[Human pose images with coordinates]
★ ★ ★

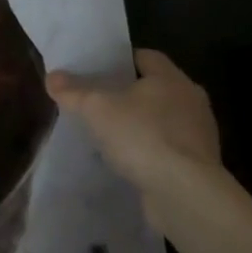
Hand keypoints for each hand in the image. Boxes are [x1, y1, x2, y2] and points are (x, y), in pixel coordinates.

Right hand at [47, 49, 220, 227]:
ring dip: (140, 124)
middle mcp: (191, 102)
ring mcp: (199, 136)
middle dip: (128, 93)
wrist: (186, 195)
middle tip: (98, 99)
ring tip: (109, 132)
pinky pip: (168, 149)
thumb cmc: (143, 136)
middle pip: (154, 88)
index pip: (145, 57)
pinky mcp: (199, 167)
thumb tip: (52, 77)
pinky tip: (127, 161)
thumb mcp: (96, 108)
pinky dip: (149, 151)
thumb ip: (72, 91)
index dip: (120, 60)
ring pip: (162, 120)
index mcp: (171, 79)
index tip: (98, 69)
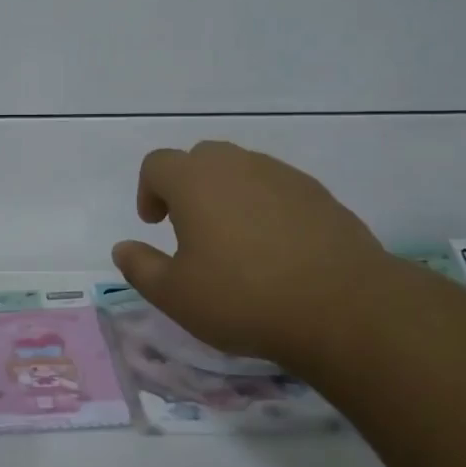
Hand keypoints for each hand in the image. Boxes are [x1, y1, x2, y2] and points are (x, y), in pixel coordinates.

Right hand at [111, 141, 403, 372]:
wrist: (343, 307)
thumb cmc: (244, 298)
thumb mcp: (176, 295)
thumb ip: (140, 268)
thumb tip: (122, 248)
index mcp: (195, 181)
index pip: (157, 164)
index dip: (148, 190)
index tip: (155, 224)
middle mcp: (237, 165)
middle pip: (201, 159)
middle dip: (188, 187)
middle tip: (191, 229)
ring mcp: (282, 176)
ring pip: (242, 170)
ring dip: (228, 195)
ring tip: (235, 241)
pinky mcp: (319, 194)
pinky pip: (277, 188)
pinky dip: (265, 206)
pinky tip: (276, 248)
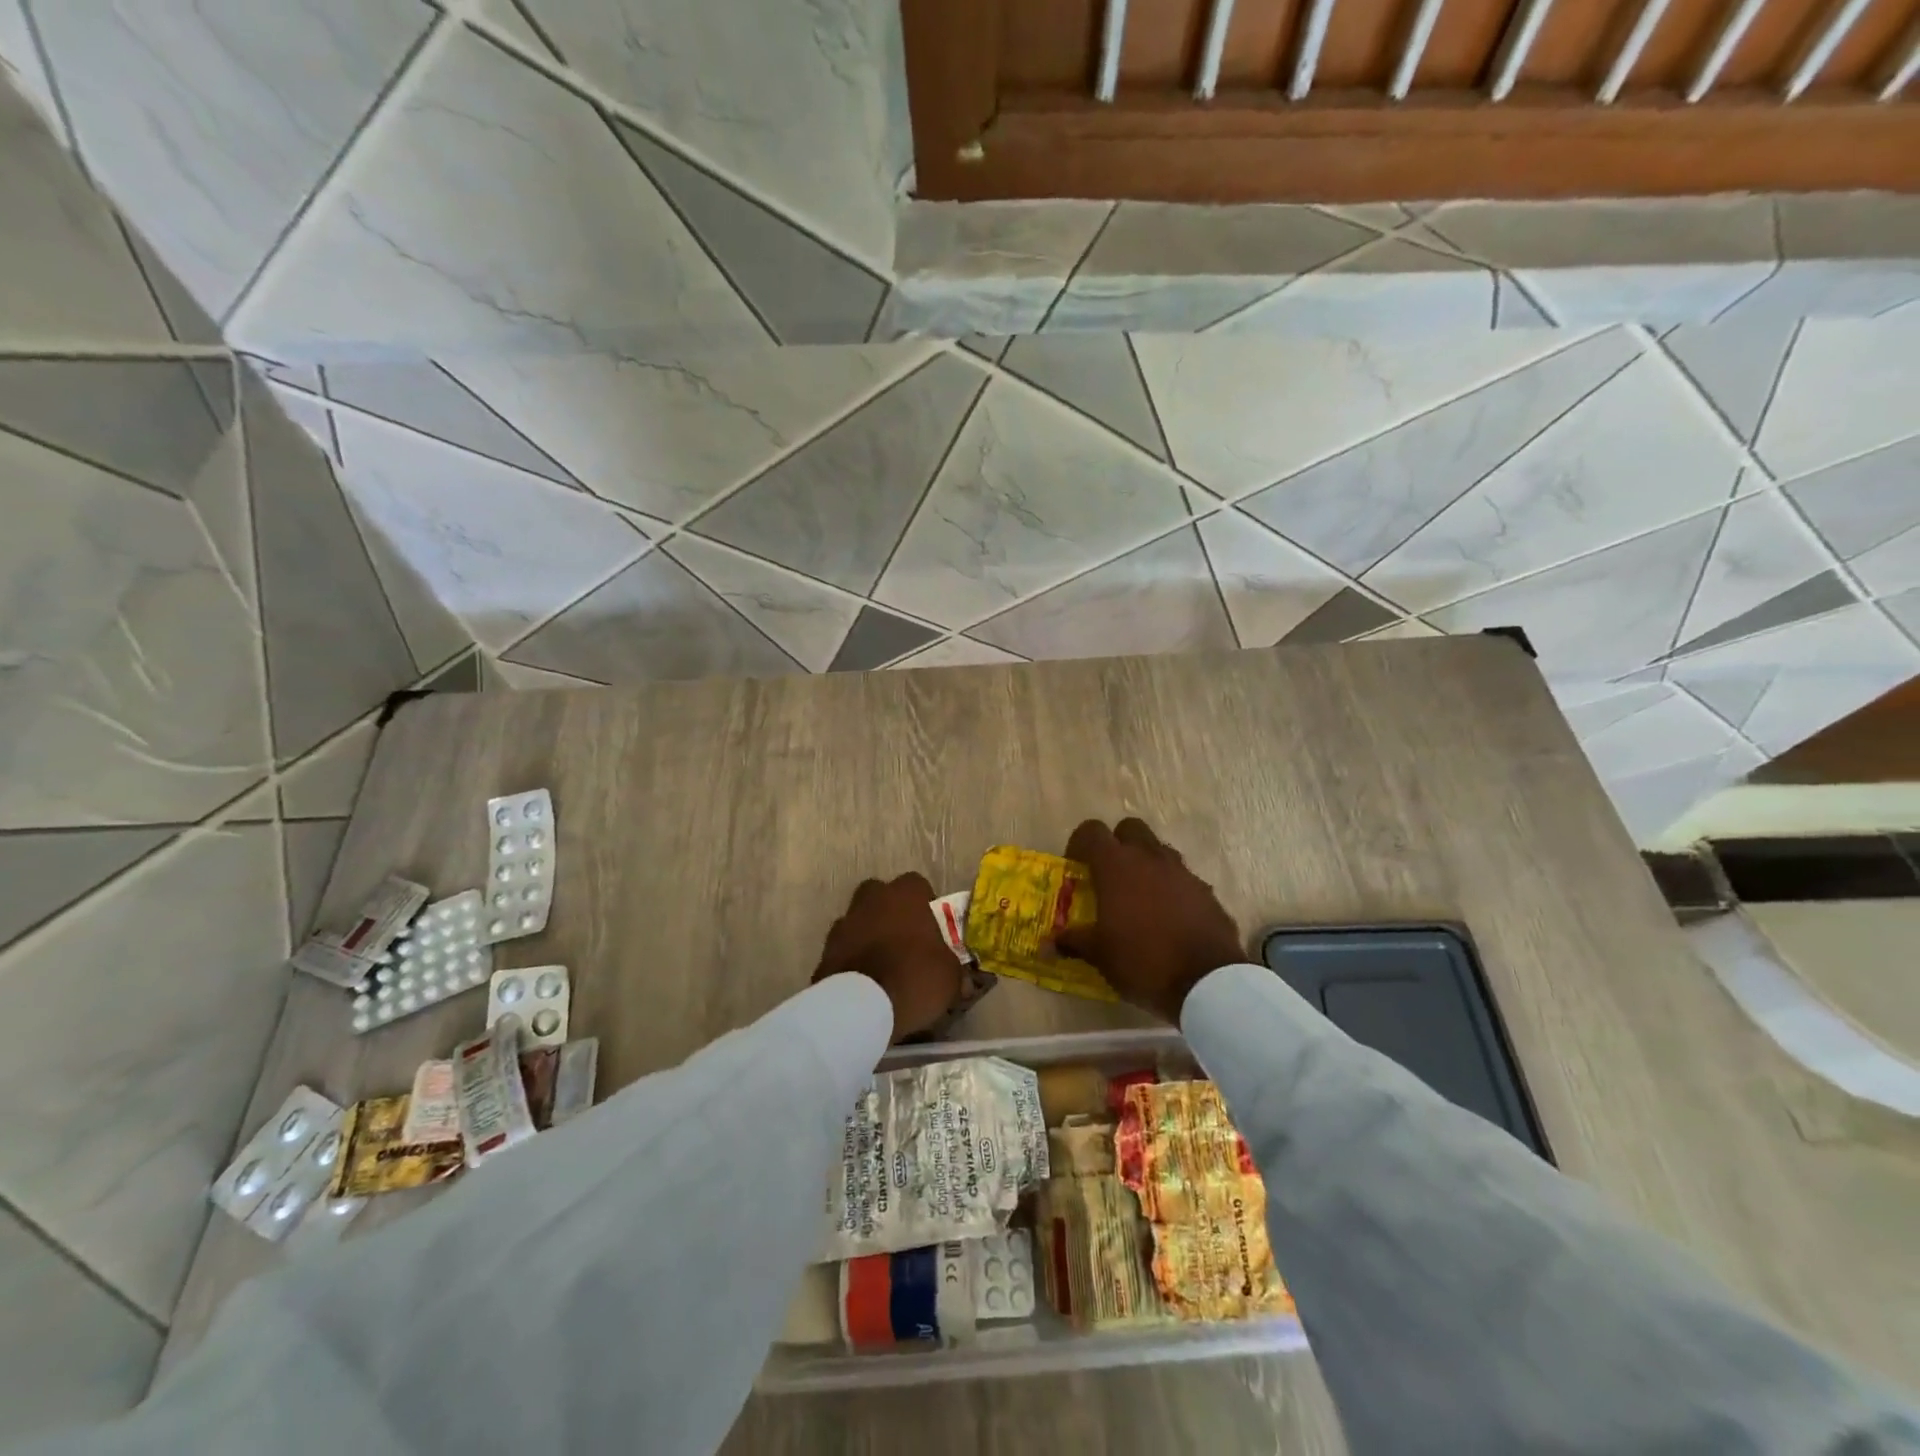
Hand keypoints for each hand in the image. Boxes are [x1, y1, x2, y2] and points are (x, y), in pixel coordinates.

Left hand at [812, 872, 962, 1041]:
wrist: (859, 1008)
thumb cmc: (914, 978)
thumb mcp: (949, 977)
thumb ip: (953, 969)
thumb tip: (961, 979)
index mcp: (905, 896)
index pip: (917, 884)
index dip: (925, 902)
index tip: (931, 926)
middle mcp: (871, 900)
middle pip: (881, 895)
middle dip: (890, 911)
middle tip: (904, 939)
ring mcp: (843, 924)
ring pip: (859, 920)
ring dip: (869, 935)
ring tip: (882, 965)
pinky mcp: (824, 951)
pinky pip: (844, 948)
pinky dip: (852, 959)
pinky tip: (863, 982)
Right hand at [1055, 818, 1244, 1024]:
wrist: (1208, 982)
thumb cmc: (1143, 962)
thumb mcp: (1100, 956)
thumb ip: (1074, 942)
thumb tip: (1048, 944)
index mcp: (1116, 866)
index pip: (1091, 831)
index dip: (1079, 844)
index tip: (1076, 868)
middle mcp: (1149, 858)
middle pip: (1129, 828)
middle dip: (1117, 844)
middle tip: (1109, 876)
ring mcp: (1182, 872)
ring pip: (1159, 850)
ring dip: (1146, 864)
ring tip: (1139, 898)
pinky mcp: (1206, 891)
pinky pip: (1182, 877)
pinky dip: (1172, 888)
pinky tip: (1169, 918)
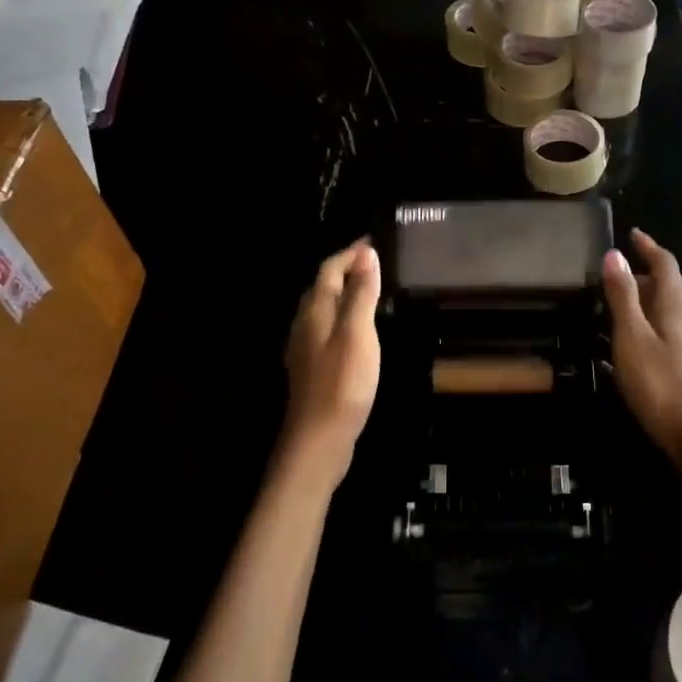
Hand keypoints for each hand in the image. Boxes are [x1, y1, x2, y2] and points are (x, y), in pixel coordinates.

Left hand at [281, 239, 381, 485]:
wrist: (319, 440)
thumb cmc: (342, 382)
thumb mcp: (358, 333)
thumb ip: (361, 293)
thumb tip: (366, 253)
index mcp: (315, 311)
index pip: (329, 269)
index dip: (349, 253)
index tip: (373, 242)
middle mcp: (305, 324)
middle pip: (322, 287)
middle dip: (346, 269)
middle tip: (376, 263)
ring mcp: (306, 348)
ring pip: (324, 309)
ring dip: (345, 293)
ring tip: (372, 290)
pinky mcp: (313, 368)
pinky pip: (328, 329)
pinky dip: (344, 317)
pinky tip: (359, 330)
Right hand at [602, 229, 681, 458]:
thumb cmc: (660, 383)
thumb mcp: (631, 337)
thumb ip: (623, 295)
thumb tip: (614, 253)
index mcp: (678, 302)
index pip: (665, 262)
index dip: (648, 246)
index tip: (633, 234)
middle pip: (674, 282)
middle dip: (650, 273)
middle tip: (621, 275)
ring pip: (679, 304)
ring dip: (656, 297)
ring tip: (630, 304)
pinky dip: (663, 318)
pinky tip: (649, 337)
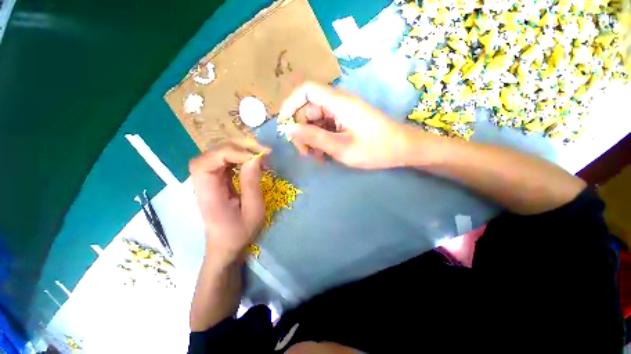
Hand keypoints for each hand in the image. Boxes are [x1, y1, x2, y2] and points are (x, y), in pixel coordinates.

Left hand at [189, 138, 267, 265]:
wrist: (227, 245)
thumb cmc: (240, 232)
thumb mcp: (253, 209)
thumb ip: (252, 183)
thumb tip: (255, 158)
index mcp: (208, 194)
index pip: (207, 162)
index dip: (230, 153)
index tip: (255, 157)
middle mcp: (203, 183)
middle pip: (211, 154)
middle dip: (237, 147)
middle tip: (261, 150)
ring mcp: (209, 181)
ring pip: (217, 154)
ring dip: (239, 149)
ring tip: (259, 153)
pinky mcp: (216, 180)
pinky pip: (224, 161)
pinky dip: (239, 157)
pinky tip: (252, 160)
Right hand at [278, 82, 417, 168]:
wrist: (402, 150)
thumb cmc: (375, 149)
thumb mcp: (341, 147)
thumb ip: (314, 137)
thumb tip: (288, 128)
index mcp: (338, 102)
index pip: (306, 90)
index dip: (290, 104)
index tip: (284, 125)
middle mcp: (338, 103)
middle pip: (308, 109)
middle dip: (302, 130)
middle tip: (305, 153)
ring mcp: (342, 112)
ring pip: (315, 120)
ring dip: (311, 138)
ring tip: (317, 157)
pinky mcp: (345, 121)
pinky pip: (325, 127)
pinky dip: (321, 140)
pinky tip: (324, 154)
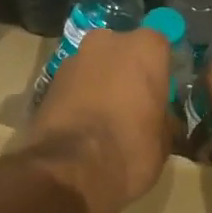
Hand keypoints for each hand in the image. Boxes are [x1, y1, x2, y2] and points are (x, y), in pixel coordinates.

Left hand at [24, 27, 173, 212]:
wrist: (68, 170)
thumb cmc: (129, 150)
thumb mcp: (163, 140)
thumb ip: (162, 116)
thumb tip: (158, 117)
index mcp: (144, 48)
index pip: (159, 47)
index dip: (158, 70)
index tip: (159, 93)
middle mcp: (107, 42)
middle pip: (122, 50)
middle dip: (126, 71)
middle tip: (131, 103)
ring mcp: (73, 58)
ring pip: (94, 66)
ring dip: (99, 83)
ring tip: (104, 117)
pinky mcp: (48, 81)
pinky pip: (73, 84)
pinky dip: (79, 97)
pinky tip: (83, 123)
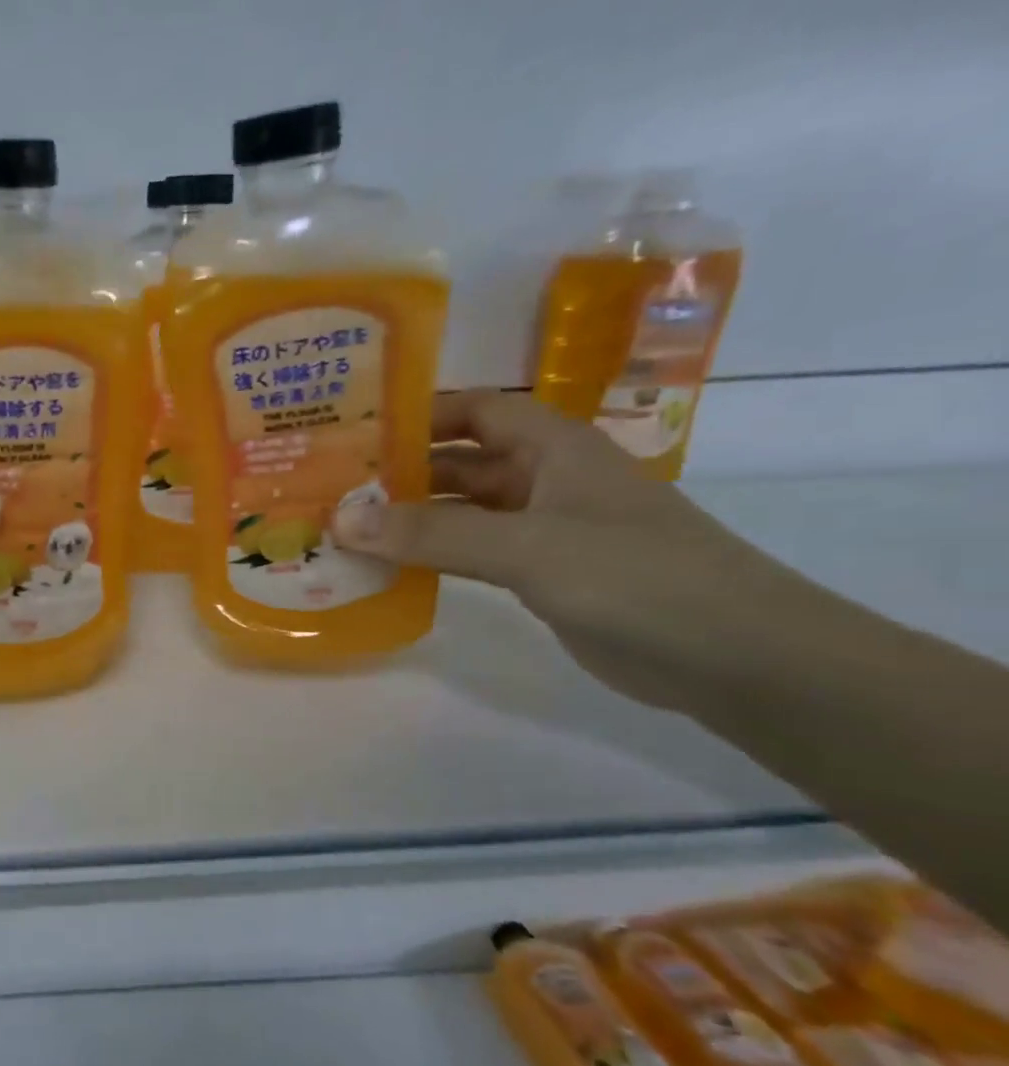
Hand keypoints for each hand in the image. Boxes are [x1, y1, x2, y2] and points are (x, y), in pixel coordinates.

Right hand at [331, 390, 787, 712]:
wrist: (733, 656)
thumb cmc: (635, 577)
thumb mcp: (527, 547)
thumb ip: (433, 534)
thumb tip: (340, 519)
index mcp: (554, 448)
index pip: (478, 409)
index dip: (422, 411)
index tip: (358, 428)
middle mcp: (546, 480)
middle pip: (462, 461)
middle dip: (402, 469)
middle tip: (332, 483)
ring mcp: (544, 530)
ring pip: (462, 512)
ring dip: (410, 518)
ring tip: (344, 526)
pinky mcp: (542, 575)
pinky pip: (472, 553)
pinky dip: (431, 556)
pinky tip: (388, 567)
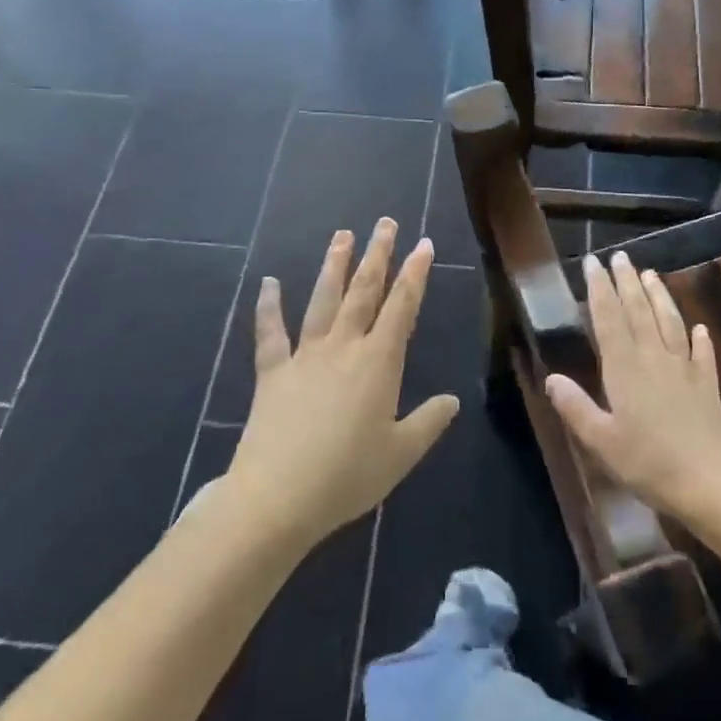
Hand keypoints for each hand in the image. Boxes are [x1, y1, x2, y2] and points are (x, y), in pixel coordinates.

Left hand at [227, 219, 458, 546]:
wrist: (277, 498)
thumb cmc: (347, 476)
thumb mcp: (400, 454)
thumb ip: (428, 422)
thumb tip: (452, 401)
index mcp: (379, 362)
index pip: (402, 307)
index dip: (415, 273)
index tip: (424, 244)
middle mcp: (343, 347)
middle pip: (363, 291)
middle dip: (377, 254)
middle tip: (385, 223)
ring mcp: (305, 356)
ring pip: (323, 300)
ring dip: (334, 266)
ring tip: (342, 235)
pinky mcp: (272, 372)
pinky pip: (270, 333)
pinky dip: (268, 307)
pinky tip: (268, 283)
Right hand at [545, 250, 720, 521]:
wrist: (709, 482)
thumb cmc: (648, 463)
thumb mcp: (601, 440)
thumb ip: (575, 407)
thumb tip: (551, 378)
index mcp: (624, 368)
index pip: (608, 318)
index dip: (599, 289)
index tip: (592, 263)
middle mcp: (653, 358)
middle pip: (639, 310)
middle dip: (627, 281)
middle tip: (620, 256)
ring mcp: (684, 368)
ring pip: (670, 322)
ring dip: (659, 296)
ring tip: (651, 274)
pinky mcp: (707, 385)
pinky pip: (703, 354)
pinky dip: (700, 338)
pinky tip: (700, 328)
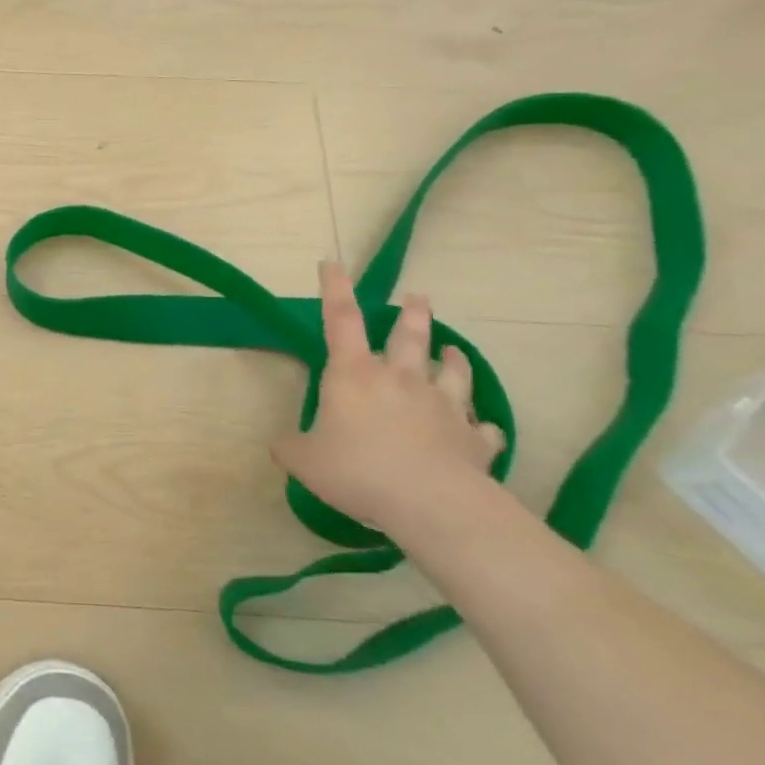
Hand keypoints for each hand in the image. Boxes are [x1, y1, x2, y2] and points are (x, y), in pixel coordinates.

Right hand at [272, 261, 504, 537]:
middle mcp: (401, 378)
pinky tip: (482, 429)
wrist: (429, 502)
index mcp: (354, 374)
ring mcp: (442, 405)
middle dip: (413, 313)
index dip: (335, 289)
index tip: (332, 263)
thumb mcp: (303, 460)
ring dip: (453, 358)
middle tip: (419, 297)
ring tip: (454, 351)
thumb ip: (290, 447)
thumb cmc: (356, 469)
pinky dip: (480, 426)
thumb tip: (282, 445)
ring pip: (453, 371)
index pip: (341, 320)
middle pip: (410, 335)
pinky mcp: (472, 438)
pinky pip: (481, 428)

★ ★ ★

### PROBLEM:
After locating "ring mcp: (306, 348)" and "thumb ip: (314, 137)" in the records above, return exactly the line holding each one and every line between them; leave out the pictures.

### RESULT FOR THIS TASK:
ring mcp: (306, 348)
ring pip: (324, 309)
ring dip: (345, 293)
ring tip: (372, 290)
pinky mcp: (313, 368)
pinky pip: (328, 329)
pinky dip: (344, 317)
pinky tip: (359, 330)
Right hand at [602, 229, 681, 458]:
thumb cmc: (660, 383)
thumb mcp: (631, 337)
thumb ip: (623, 295)
thumb tip: (614, 253)
index mcp: (678, 302)
index pip: (665, 262)
index dip: (648, 246)
index tip: (633, 234)
middle pip: (674, 282)
middle dip: (650, 273)
middle tip: (621, 275)
ring pip: (679, 304)
ring dip: (656, 297)
ring tip: (630, 304)
pinky dip: (663, 318)
pinky tip: (649, 337)
Hand keypoints for each hand in the image. Boxes are [x1, y1, x2, y2] and points are (x, y), in pixel coordinates.

Left hand at [189, 138, 267, 265]:
wrist: (227, 245)
thumb cmc: (240, 232)
thumb mcp: (253, 209)
thumb ip: (252, 183)
thumb tip: (255, 158)
index mcp: (208, 194)
index pip: (207, 162)
index dip: (230, 153)
index tip: (255, 157)
middle mcp: (203, 183)
middle pip: (211, 154)
middle dip: (237, 147)
middle tip: (261, 150)
ring mcp: (209, 181)
ring pip: (217, 154)
ring dip: (239, 149)
ring tip: (259, 153)
pinky mcp: (216, 180)
pinky pip: (224, 161)
pinky dip: (239, 157)
pinky tip: (252, 160)
Right hand at [278, 82, 417, 168]:
wrist: (402, 150)
thumb cmc: (375, 149)
thumb mcp: (341, 147)
thumb ip: (314, 137)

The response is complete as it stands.